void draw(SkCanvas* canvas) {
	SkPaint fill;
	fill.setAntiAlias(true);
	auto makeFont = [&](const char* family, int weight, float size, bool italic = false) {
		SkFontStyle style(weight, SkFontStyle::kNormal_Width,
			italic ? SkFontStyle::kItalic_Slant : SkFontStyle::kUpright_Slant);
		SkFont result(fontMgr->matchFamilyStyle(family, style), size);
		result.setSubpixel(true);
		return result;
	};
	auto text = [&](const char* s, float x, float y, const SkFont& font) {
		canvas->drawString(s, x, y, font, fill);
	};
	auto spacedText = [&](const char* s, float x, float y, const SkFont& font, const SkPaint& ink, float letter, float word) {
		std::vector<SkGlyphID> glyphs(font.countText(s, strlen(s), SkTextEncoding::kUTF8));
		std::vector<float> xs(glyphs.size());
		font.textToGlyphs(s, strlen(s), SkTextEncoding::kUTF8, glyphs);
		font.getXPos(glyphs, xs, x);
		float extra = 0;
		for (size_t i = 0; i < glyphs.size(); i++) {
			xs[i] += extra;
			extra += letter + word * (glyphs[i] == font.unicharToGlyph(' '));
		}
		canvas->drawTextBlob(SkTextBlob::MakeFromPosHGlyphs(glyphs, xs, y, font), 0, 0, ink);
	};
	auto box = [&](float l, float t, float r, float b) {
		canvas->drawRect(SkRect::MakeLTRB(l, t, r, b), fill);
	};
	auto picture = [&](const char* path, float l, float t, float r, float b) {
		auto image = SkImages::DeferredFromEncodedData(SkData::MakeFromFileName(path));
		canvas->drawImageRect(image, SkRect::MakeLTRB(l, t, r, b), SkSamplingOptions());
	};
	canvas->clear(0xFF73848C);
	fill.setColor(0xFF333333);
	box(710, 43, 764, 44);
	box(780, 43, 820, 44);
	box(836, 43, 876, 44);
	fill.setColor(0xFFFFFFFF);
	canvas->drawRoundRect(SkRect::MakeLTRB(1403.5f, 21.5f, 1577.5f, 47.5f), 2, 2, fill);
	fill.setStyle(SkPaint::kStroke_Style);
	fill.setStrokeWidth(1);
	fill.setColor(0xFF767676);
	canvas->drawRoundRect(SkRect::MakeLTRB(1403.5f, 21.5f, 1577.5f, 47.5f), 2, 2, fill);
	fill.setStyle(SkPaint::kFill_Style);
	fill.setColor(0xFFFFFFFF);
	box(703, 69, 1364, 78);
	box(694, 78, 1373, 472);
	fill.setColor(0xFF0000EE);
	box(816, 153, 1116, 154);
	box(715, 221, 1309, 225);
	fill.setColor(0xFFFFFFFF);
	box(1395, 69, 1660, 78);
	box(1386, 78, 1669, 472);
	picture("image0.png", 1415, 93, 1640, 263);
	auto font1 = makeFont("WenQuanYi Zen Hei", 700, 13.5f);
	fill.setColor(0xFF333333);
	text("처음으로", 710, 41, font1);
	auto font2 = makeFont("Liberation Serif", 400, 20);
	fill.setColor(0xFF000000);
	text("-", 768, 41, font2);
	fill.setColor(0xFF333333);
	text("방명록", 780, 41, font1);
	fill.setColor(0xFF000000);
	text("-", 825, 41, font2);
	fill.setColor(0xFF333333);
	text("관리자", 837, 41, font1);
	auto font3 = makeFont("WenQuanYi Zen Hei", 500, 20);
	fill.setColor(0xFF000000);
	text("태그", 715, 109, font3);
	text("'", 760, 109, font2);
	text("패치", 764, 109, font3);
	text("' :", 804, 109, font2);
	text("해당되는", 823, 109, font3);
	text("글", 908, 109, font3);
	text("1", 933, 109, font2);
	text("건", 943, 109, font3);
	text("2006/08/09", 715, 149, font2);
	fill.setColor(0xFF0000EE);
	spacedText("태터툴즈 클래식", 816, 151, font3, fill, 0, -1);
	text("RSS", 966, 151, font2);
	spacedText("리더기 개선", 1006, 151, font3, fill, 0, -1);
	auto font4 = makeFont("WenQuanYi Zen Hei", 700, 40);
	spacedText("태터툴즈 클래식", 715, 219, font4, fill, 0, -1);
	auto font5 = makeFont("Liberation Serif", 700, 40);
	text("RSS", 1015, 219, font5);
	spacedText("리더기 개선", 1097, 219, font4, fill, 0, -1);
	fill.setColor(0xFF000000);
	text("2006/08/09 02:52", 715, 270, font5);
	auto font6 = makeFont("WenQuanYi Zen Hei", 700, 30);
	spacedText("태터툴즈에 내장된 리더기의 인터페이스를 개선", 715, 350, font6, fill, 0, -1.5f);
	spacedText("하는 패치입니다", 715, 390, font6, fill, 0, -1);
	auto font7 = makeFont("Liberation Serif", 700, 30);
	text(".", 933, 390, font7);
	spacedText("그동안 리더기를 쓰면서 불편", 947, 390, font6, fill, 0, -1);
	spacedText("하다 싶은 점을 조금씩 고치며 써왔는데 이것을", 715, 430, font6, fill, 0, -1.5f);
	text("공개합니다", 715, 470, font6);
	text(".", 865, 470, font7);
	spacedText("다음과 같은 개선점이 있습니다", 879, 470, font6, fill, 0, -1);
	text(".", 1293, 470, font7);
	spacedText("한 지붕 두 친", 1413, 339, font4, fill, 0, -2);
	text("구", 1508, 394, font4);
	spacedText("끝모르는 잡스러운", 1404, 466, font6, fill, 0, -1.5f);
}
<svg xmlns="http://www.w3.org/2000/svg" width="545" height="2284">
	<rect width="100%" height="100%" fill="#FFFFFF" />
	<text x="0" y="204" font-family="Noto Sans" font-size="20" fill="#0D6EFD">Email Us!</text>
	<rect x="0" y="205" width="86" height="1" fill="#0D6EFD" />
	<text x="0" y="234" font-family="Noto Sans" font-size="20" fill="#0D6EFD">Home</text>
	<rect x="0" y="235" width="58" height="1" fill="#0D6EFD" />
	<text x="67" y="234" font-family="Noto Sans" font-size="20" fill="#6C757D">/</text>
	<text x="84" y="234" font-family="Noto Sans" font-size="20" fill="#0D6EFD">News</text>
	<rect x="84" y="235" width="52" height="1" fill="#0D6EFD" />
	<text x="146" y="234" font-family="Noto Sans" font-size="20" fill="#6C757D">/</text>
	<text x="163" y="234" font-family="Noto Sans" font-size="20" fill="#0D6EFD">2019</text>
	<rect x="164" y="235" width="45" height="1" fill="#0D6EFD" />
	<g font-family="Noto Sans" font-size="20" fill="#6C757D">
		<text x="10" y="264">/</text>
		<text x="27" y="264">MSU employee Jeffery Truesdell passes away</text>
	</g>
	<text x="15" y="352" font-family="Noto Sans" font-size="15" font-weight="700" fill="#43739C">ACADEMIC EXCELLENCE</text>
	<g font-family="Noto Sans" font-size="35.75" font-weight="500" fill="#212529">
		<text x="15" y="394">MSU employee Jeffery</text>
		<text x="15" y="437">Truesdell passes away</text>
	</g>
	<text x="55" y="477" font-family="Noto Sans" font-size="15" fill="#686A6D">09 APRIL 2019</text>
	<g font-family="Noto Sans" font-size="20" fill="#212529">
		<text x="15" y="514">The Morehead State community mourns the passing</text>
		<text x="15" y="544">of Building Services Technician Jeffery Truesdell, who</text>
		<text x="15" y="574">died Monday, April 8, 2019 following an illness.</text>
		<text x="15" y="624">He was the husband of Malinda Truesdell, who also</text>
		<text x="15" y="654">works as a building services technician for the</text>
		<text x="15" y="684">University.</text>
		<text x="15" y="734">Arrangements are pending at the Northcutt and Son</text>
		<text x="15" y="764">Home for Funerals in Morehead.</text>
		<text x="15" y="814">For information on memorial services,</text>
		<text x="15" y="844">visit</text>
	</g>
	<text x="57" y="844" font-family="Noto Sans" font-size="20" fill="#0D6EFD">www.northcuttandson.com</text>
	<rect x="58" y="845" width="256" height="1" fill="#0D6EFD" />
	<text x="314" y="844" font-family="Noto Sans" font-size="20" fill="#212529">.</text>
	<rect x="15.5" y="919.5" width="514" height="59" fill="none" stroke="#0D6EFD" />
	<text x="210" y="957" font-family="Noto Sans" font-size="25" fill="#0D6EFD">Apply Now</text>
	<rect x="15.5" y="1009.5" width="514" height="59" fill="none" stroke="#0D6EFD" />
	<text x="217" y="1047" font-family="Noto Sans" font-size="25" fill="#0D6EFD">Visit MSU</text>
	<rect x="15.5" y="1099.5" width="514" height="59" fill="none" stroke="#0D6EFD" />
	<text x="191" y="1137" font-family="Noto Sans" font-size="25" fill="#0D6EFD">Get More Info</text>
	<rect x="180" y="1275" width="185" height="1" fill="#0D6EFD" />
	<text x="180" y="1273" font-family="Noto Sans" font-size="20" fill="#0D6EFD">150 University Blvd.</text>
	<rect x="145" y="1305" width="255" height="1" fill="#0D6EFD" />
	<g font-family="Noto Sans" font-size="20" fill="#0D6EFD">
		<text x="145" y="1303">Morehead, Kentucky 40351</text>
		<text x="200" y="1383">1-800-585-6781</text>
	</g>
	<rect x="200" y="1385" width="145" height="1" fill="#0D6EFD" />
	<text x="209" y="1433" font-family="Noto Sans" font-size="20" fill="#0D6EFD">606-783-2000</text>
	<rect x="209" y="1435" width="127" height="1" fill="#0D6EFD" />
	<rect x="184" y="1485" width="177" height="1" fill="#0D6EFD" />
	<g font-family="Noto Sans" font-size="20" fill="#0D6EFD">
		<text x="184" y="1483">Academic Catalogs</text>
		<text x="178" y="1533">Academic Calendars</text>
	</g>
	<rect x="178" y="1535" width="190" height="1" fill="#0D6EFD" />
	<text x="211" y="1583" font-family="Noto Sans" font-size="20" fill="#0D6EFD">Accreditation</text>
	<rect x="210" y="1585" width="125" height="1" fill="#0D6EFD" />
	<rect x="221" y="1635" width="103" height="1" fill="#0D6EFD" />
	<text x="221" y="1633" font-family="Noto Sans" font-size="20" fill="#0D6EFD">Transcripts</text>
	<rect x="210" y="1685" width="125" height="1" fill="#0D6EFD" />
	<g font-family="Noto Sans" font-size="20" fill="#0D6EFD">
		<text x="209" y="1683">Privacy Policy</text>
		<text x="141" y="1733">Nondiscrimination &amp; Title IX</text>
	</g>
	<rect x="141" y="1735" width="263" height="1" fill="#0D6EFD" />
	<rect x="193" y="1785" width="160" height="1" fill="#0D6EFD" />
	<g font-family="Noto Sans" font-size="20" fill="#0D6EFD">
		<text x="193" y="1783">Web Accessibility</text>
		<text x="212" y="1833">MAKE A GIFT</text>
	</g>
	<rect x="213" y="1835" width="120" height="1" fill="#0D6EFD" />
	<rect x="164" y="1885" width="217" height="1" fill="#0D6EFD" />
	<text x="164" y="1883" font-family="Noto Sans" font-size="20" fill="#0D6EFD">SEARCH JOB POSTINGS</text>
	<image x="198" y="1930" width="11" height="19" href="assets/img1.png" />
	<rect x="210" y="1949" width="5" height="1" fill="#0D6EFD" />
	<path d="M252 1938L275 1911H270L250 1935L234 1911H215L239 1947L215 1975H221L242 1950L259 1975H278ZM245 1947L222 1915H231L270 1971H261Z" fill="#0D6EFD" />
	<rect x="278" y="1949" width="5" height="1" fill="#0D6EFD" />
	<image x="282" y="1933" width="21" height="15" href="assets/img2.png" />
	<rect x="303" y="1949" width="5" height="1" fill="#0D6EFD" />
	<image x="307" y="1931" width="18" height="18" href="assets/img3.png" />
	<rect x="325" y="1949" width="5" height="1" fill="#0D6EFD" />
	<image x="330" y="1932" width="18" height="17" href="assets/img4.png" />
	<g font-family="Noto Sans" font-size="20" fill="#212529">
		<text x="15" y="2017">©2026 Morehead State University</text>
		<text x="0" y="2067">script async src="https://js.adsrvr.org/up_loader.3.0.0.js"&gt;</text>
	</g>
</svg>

- - - -

Go over the listing above and copy out each line that includes "italic".

	auto makeFont = [&](const char* family, int weight, float size, bool italic = false) {
			italic ? SkFontStyle::kItalic_Slant : SkFontStyle::kUpright_Slant);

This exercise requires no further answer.